The recent outbreak of the COVID19 pandemic is caused by SARS-CoV2 virus which has affected substantial proportion of world population and has a high mortality, especially in the elderly. In the symptomatic patients, it can cause respiratory distress and hypoxemia that may require hospitalization (1). Total active cases of COVID19 in India stand at 411133, and the case fatality rate of reported cases is 2.7% (https://www.mohfw.gov.in/). However, case fatality rates of symptomatic COVID19 cases hospitalized needing immediate care in various hospitals across India is still unknown.

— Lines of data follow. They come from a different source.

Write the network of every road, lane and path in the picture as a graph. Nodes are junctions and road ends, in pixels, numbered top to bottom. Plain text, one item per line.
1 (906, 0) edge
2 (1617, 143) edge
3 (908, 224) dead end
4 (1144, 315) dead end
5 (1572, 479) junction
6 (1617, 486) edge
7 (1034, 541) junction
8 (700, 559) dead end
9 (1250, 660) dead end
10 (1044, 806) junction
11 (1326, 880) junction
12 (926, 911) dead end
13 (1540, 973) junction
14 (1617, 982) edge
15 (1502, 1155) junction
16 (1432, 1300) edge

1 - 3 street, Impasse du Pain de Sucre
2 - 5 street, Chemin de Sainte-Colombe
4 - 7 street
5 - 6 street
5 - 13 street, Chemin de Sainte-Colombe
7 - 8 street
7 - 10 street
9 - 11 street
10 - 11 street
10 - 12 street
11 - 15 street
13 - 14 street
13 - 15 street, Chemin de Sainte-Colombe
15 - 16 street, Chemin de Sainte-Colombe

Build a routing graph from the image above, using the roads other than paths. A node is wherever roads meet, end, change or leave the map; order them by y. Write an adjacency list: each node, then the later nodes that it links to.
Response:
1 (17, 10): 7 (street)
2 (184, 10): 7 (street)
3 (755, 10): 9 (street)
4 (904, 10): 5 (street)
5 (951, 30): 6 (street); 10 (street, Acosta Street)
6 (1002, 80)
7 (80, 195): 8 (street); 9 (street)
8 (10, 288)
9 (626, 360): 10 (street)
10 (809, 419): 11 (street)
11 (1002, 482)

Multiple risk factors associated with SARS-CoV-2 and the development of COVID-19 could contribute to the increased severity and earlier onset of acute ischemic stroke including generalized hypercoagulability, dysregulated immune response leading to cytokine-release syndrome, damage to endothelial cells leading to increased inflammation and thrombosis, dysregulation of the renin-angiotensin-aldosterone system, direct cytotoxic effect on the nervous system related to angiotensin converting enzyme-2 (ACE-2) receptor uptake of SARS-CoV-2 virus, hypoxemia related to cardiorespiratory failure and metabolic derangements. The purpose of these case series is to provide an overview of SARS-CoV-2 and the mechanisms related to the development of thrombosis that led to the morbidity and mortality associated with COVID-19, including acute ischemic stroke. Reported rates of arterial thrombosis range from 2.8% to 3.8% (10).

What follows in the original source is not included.